P/1 – Como foi o contato que você teve com seus avós? Eles ainda estão vivos?
R – Então, as minhas avós são vivas, os meus avôs não. Minha avó Marlene, mãe da minha mãe, eu acho que ela vai fazer 85, 86 anos. E a minha avó por parte de pai, acho que vai fazer 96. E tá ótima, menina! A bixa todo dia toma o licorzinho dela antes do almoço, sagrado. E vida que segue. E assim, o meu avô, por parte de pai, ele morreu com 93 anos, ou 97, eu nunca lembro. Eu tinha uns 14, 15 anos na época. E o meu avô por parte de mãe, ele morreu em 2019, um pouco antes da pandemia, com 83 anos. E esse meu avô, quando ele morreu, eu tinha iniciado o meu resgate étnico a 3 meses. Então, assim, ele levou com ele várias perguntas que… várias respostas que eu nunca vou ter, ele levou com ele várias respostas das perguntas que eu tenho e que, enfim, acabaram se perdendo. Mas eu converso muito com minha família e eu converso muito com a minha comunidade, eu descobri muita coisa durante o meu resgate, mas eu ainda sinto aquele vazio que só as respostas dele conseguiriam preencher, sabe?
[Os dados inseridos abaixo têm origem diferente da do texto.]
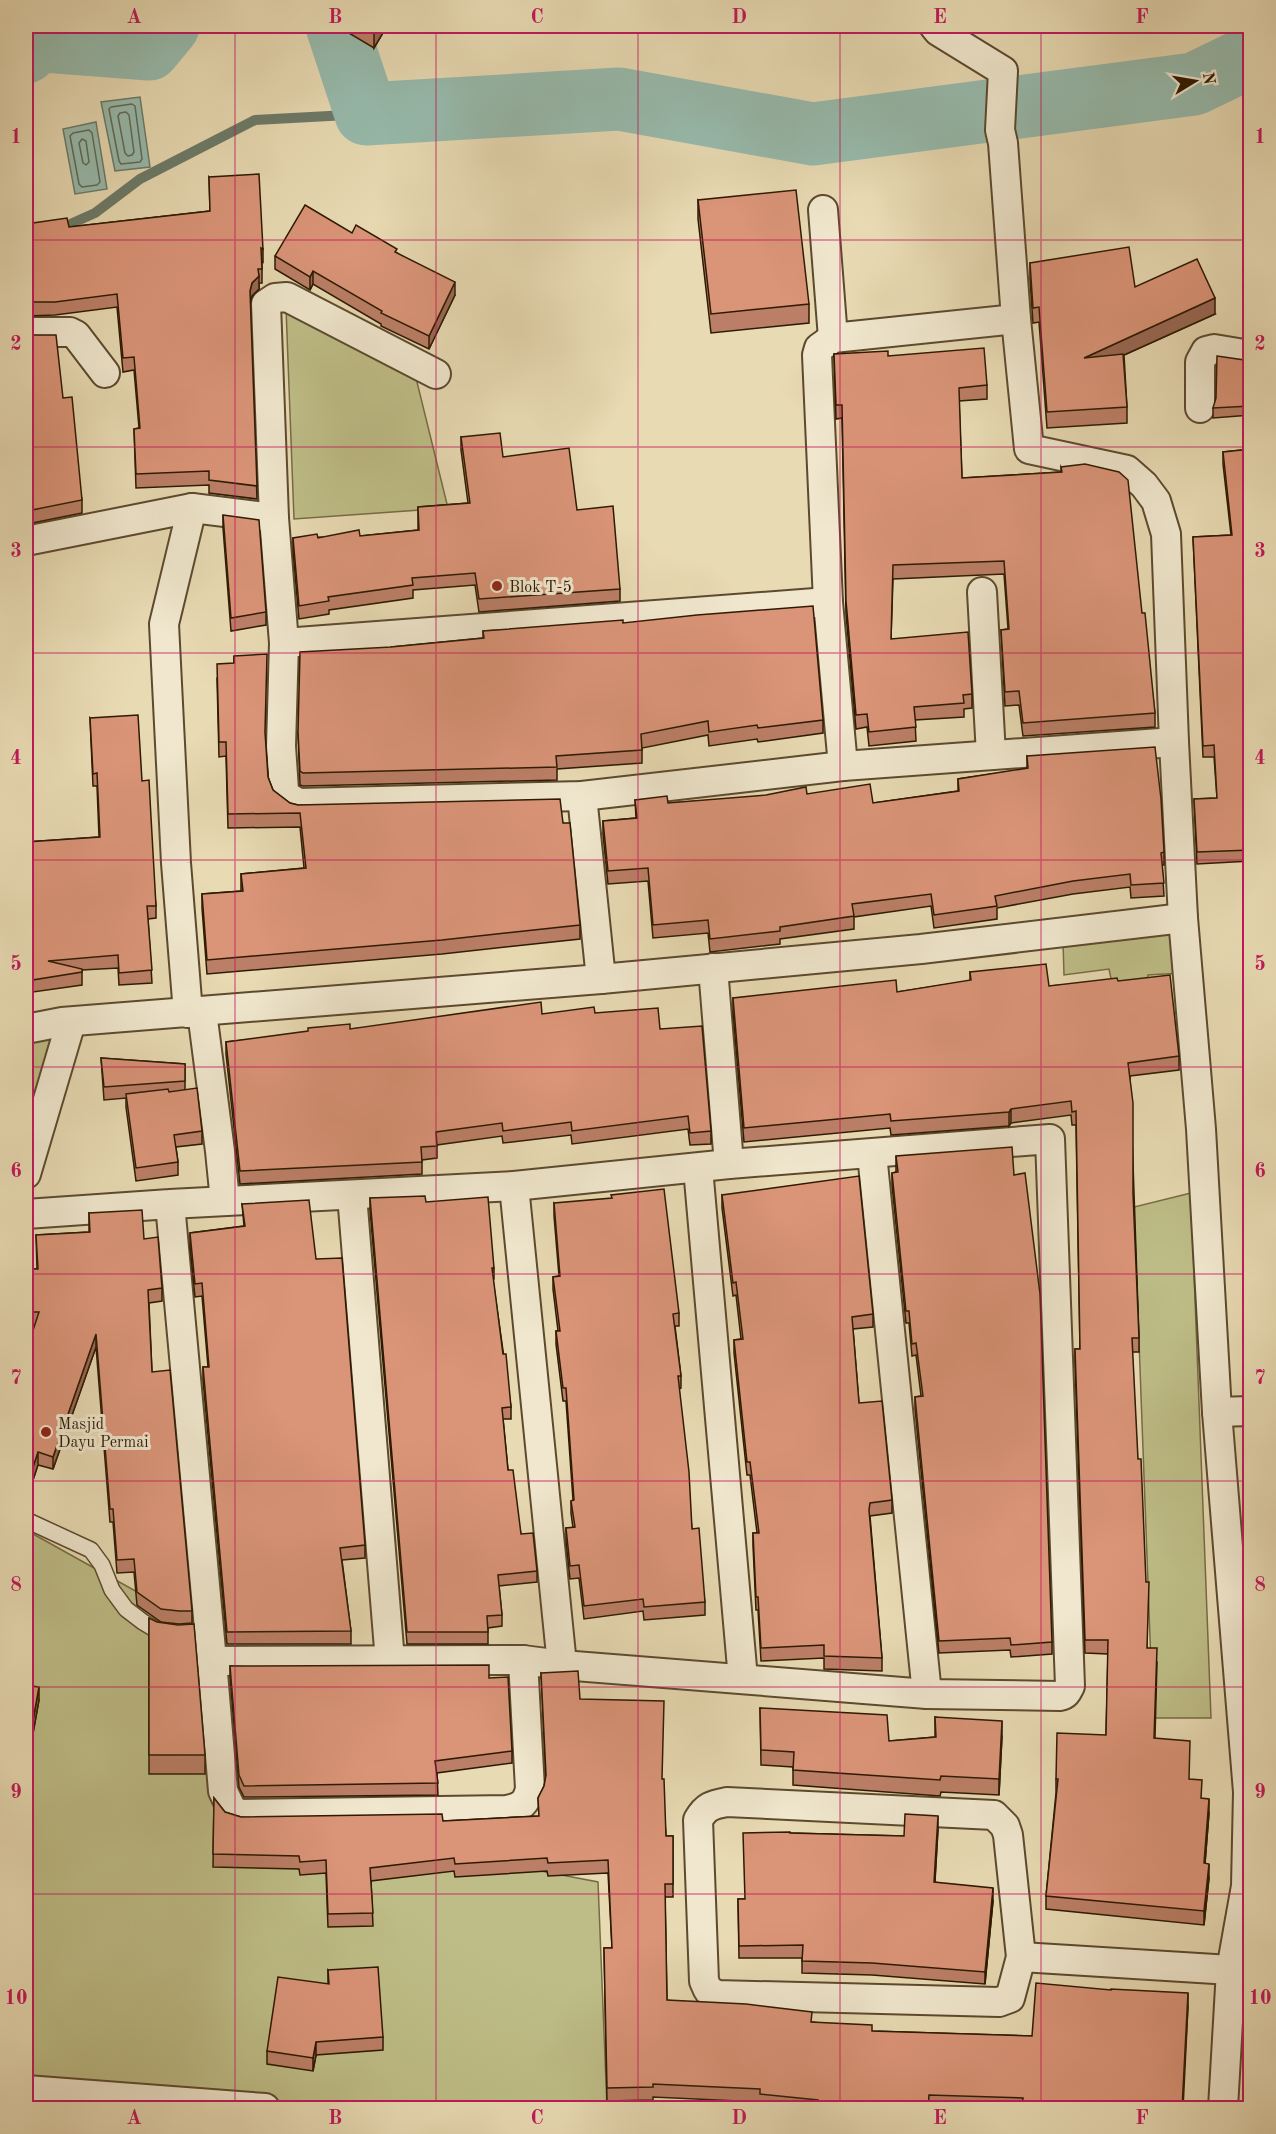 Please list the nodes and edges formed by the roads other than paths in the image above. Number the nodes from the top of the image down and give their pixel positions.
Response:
1 (934, 26) edge
2 (823, 210) dead end
3 (1016, 319) junction
4 (26, 332) edge
5 (833, 338) junction
6 (1251, 355) edge
7 (105, 373) dead end
8 (436, 374) dead end
9 (1200, 408) dead end
10 (192, 508) junction
11 (274, 518) junction
12 (26, 541) edge
13 (982, 592) dead end
14 (828, 602) junction
15 (284, 643) junction
16 (1174, 742) junction
17 (991, 755) junction
18 (843, 766) junction
19 (582, 796) junction
20 (1184, 918) junction
21 (712, 968) junction
22 (601, 980) junction
23 (195, 1012) junction
24 (71, 1022) junction
25 (26, 1029) edge
26 (872, 1154) junction
27 (729, 1164) junction
28 (698, 1168) junction
29 (26, 1174) edge
30 (514, 1186) junction
31 (352, 1195) junction
32 (225, 1202) junction
33 (170, 1204) junction
34 (26, 1214) edge
35 (1251, 1411) edge
36 (1217, 1412) junction
37 (26, 1520) edge
38 (193, 1633) junction
39 (524, 1660) junction
40 (212, 1661) junction
41 (390, 1661) junction
42 (562, 1665) junction
43 (743, 1679) junction
44 (927, 1694) junction
45 (1239, 1955) edge
46 (1021, 1957) junction
47 (26, 2090) edge
48 (265, 2109) edge
49 (1223, 2109) edge

1 - 3 street
2 - 5 street
3 - 5 street
3 - 16 street
4 - 7 street
5 - 14 street
6 - 9 street
8 - 11 street
10 - 11 street
10 - 12 street
10 - 23 street
11 - 15 street
13 - 17 street
14 - 15 street
14 - 18 street
15 - 19 street
16 - 17 street
16 - 20 street
17 - 18 street
18 - 19 street
19 - 22 street
20 - 21 street
20 - 36 street
21 - 22 street
21 - 27 street
22 - 23 street
23 - 24 street
23 - 32 street
24 - 25 street
24 - 29 street
26 - 27 street
26 - 44 street
26 - 44 street
27 - 28 street
28 - 30 street
28 - 43 street
30 - 31 street
30 - 42 street
31 - 32 street
31 - 41 street
32 - 33 street
33 - 34 street
33 - 38 street
35 - 36 street
36 - 45 street
37 - 38 lane
38 - 40 street
39 - 40 street
39 - 41 street
39 - 42 street
40 - 41 street
42 - 43 street
43 - 44 street
45 - 46 street
45 - 49 street
46 - 46 street
47 - 48 street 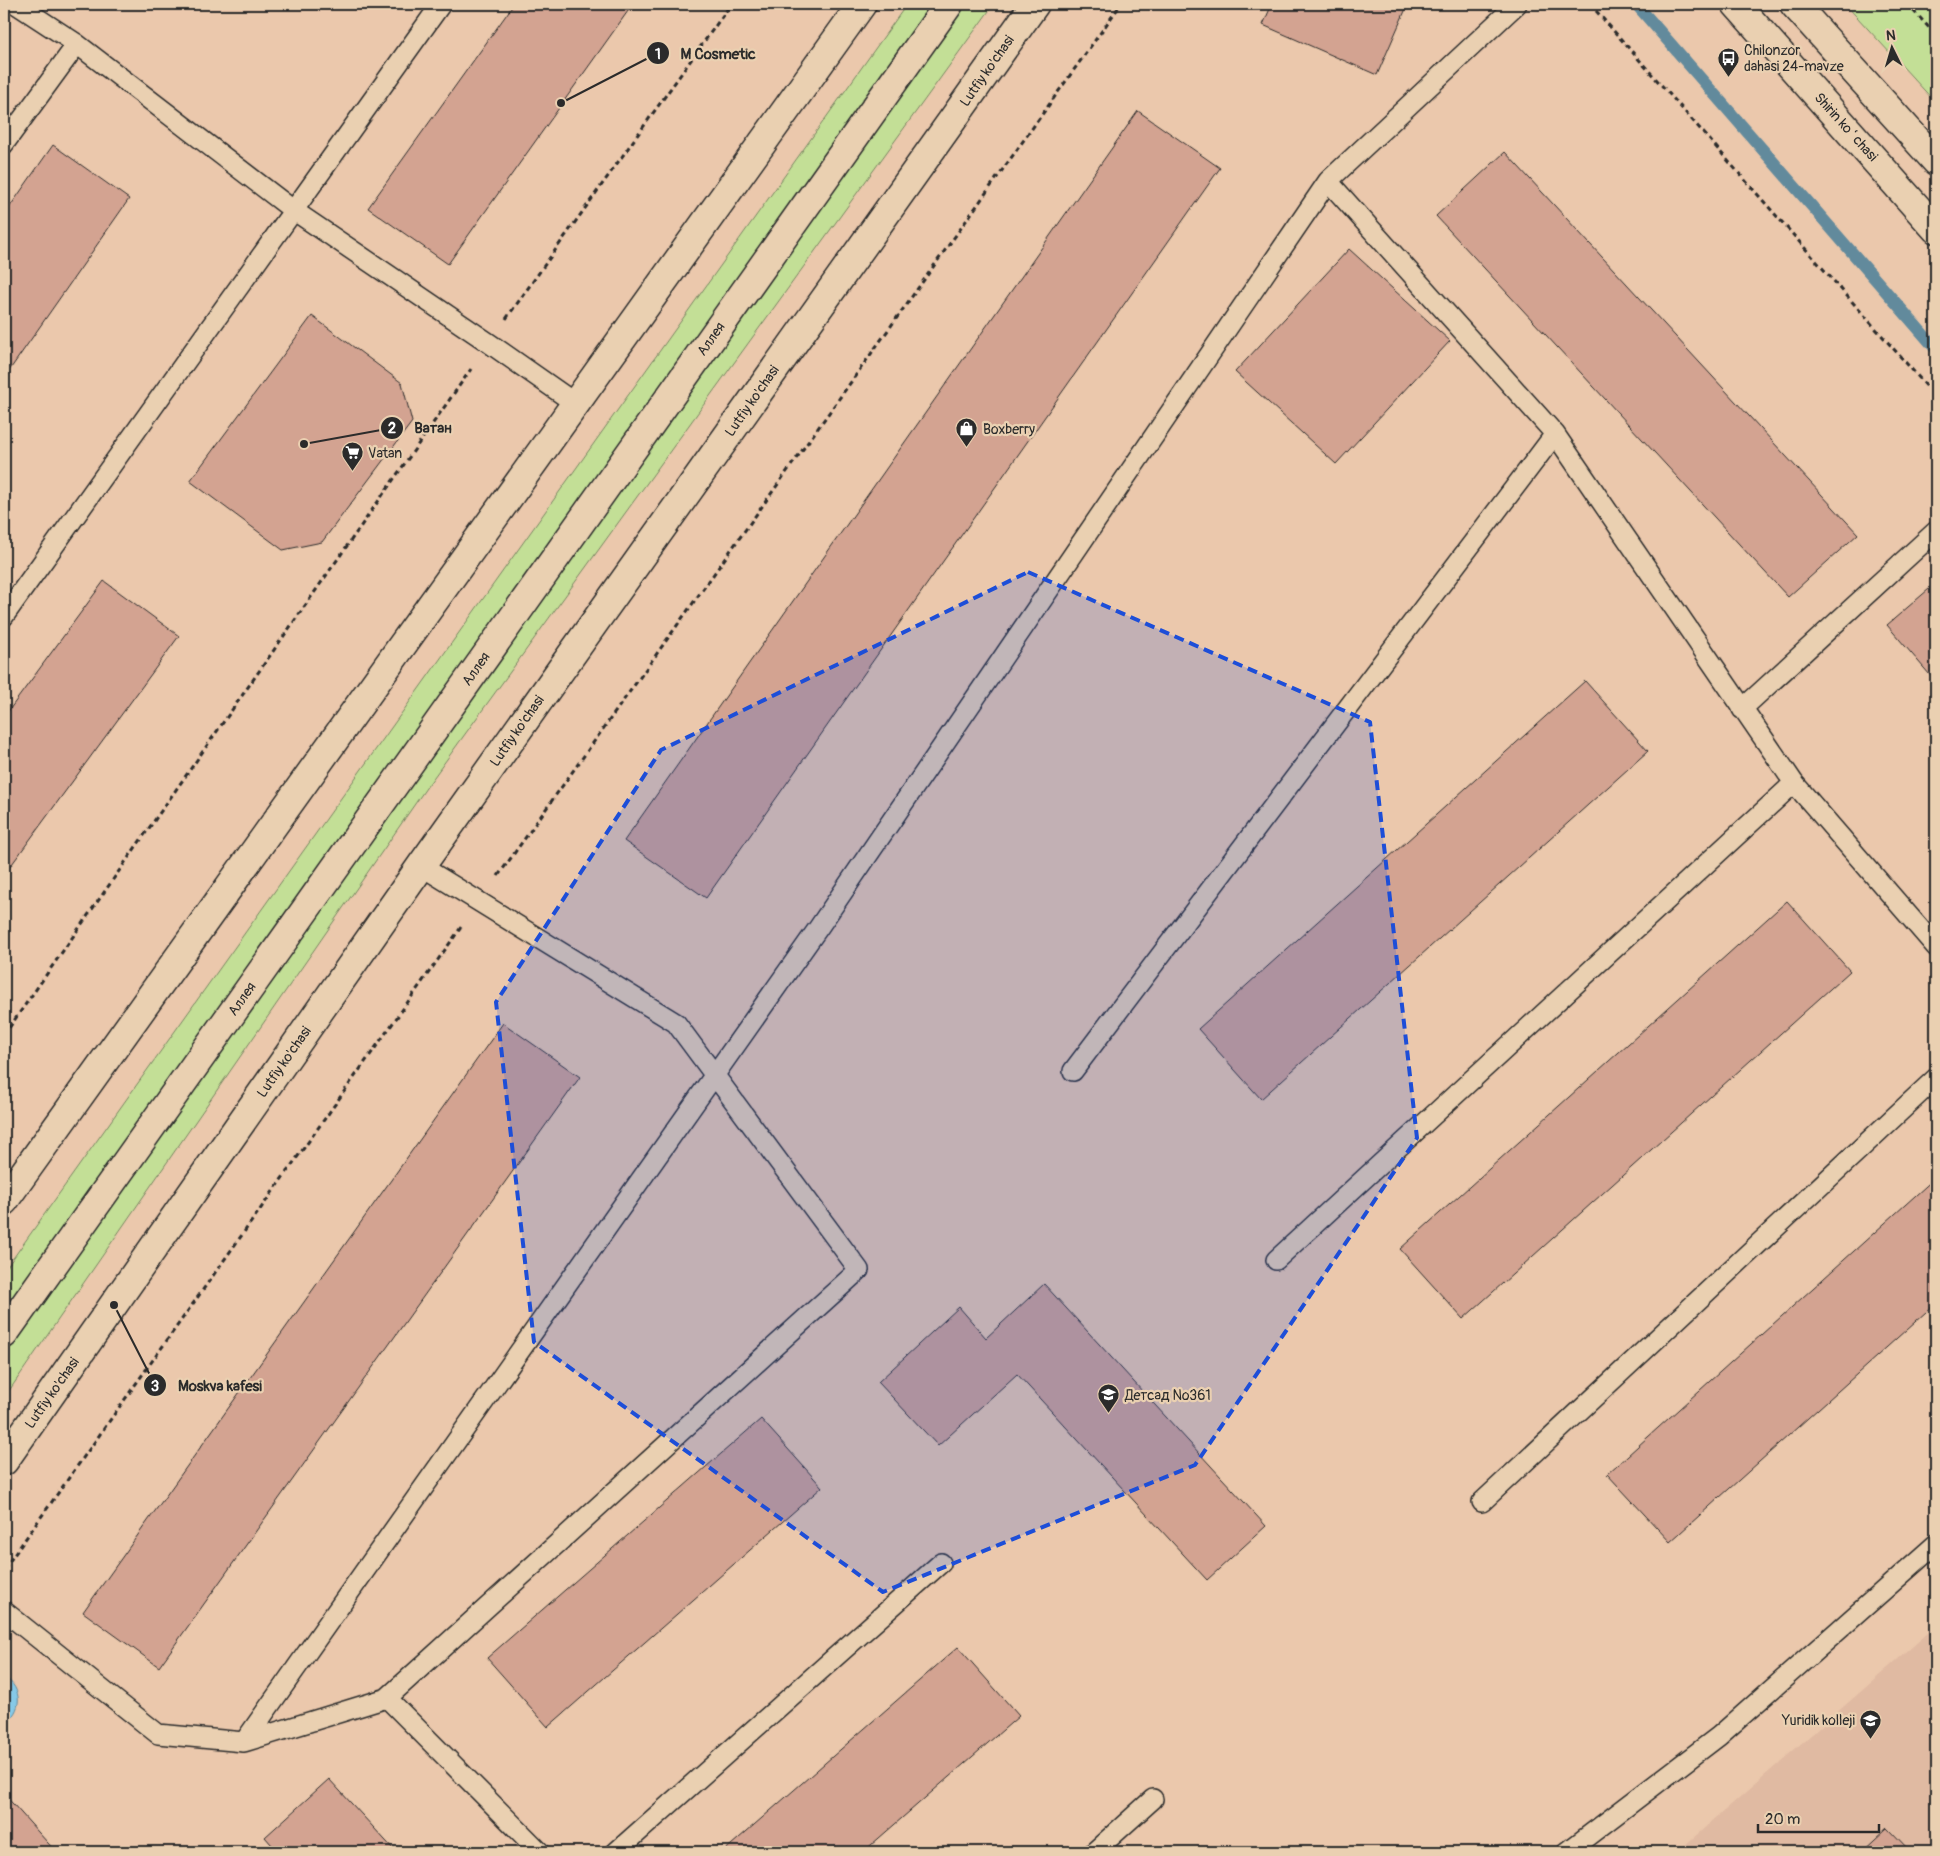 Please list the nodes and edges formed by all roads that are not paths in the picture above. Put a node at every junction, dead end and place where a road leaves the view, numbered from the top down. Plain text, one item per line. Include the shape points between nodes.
1 (16, 4) edge
2 (441, 4) edge
3 (862, 4) edge
4 (949, 4) edge
5 (1035, 4) edge
6 (1517, 4) edge
7 (1736, 4) edge
8 (1794, 4) edge
9 (77, 44) junction
10 (4, 144) edge
11 (1936, 161) edge
12 (1328, 181) junction
13 (293, 210) junction
14 (1936, 229) edge
15 (576, 404) junction
16 (1555, 434) junction
17 (1936, 531) edge
18 (4, 616) edge
19 (1742, 709) junction
20 (1794, 783) junction
21 (421, 866) junction
22 (1936, 947) edge
23 (1073, 1072) dead end
24 (715, 1074) junction
25 (1936, 1078) edge
26 (4, 1201) edge
27 (1276, 1260) dead end
28 (4, 1334) edge
29 (4, 1460) edge
30 (1482, 1502) dead end
31 (1936, 1544) edge
32 (941, 1563) dead end
33 (4, 1611) edge
34 (387, 1698) junction
35 (244, 1742) junction
36 (1153, 1799) dead end
37 (540, 1852) edge
38 (616, 1852) edge
39 (1094, 1852) edge
40 (1567, 1852) edge

1 - 9 lane
2 - 13 lane
3 - 15 main road
4 - 28 main road, Аллея
5 - 21 main road, Lutfiy ko'chasi
6 - 12 lane
7 - 14 main road, Shirin koʻchasi
8 - 11 main road
9 - 10 lane
9 - 13 lane
12 - 16 lane
12 - 24 lane via 825,919
13 - 15 lane
13 - 18 lane
15 - 26 main road
16 - 19 lane
16 - 23 lane
17 - 19 lane
19 - 20 lane
20 - 22 lane
20 - 27 lane
21 - 24 lane via 676,1023
21 - 29 main road, Lutfiy ko'chasi
24 - 34 lane via 859,1270
24 - 35 lane
25 - 30 lane
31 - 40 lane via 1719,1736
32 - 38 lane
33 - 35 lane via 158,1734
34 - 35 lane
34 - 37 lane
36 - 39 lane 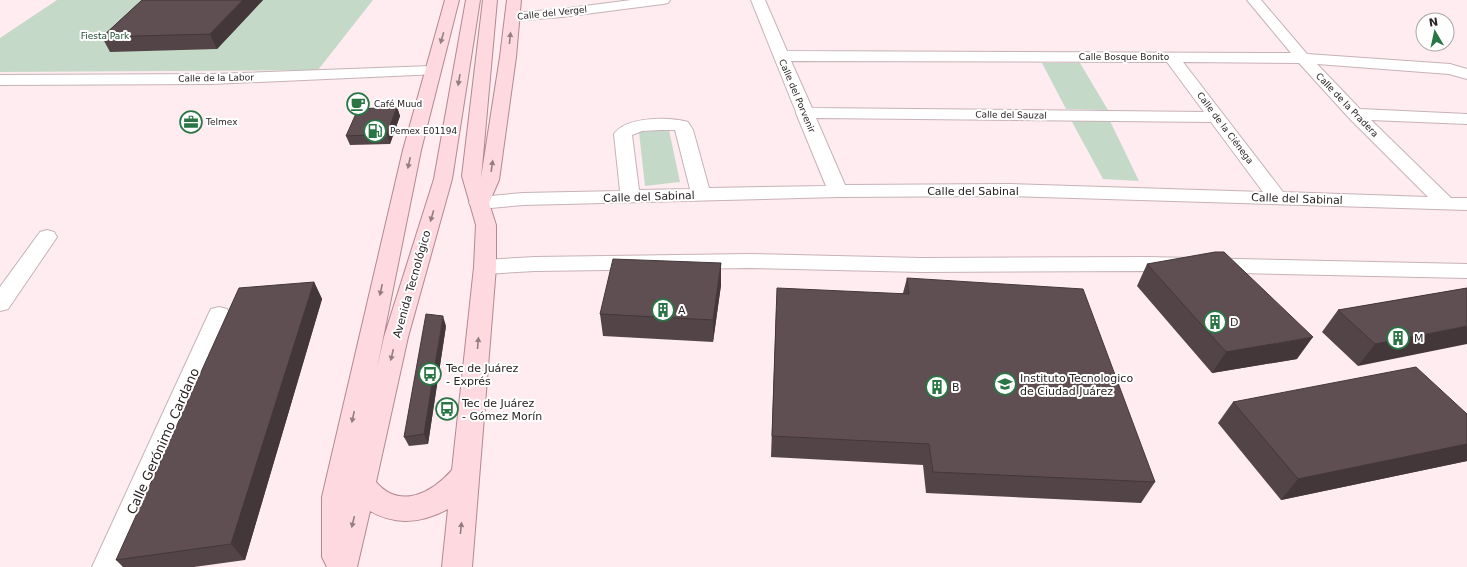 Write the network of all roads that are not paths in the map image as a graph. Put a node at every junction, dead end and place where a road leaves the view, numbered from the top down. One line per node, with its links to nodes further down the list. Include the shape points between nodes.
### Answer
1 (452, 0): 12 (main road, one-way to 12)
2 (473, 0): 32 (main road, Avenida Tecnológico, one-way to 32, via 443,179 396,337)
3 (490, 0): 23 (main road, via 471,176)
4 (514, 0): 8 (main road)
5 (663, 0): 8 (street, Calle del Vergel)
6 (758, 0): 9 (street, Calle del Porvenir)
7 (1254, 0): 11 (street, Calle de la Pradera)
8 (512, 17): 23 (main road, one-way to 8, via 490,180)
9 (781, 56): 10 (street, Calle Bosque Bonito); 15 (street, Calle del Porvenir)
10 (1172, 58): 11 (street, Calle Bosque Bonito); 17 (street, Calle de la Ciénega)
11 (1302, 58): 13 (street, Calle Bosque Bonito, via 1450,69); 16 (street, Calle de la Pradera)
12 (432, 71): 14 (street, Calle de la Labor, via 212,79); 34 (main road, one-way to 34, via 412,150 336,497)
13 (1467, 74)
14 (0, 80)
15 (804, 113): 17 (street, Calle del Sauzal); 19 (street, Calle del Porvenir)
16 (1355, 114): 18 (street); 24 (street, Calle de la Pradera)
17 (1217, 118): 22 (street, Calle de la Ciénega)
18 (1467, 119)
19 (838, 191): 20 (street, Calle del Sabinal); 22 (street, Calle del Sabinal, via 1009,190)
20 (701, 195): 21 (street, Calle del Sabinal); 21 (street, via 684,130 682,126 668,124 634,127 623,134)
21 (630, 197): 23 (street, Calle del Sabinal)
22 (1278, 199): 24 (street, Calle del Sabinal)
23 (479, 202): 27 (main road, via 486,225)
24 (1446, 204): 25 (street, Calle del Sabinal)
25 (1467, 204)
26 (47, 237): 29 (street)
27 (485, 267): 28 (street, via 750,261 921,265 1155,264); 31 (main road, one-way to 27)
28 (1467, 271)
29 (0, 303)
30 (219, 315): 33 (street, Calle Gerónimo Cardano)
31 (466, 474): 32 (main road, via 448,494 417,509 401,510 388,506 374,498); 36 (main road, one-way to 31)
32 (362, 485): 35 (main road, Avenida Tecnológico, one-way to 35)
33 (107, 567)
34 (337, 567)
35 (342, 567)
36 (457, 567)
Então, a morte dele, entre os meus dois avós, para mim foi mais dolorida, por uma questão também de eu já ter sei lá, 20 e poucos anos, eu já tinha mais noção da vida e das coisas, no geral. E de criação mesmo, eu nasci assim, a casa que eu morava, era colada na casa do meu avô. Eu cresci com eles e eu era assim, o cristalzinho da vida deles, sabe? Fui muito mimada, sim! Fui muito mimada e 80% desse mimo é culpa dele. Então eu senti muito quando ele encantou. Mas tem muita coisa que eu aprendo até hoje, ele aparece muito para mim através de sonhos, ele me traz muitas mensagens, enfim. O que eu costumo falar, quando um ancestral nosso encanta, ele nunca de fato se vai, então ele tá ali na nossa conexão com a natureza, nas nossas espiritualidades, nas nossas cosmovisões. Então, é isso.
P/1 – Tem algum momento em conjunto com a sua família que você lembra? Assim, um momento de união de vocês?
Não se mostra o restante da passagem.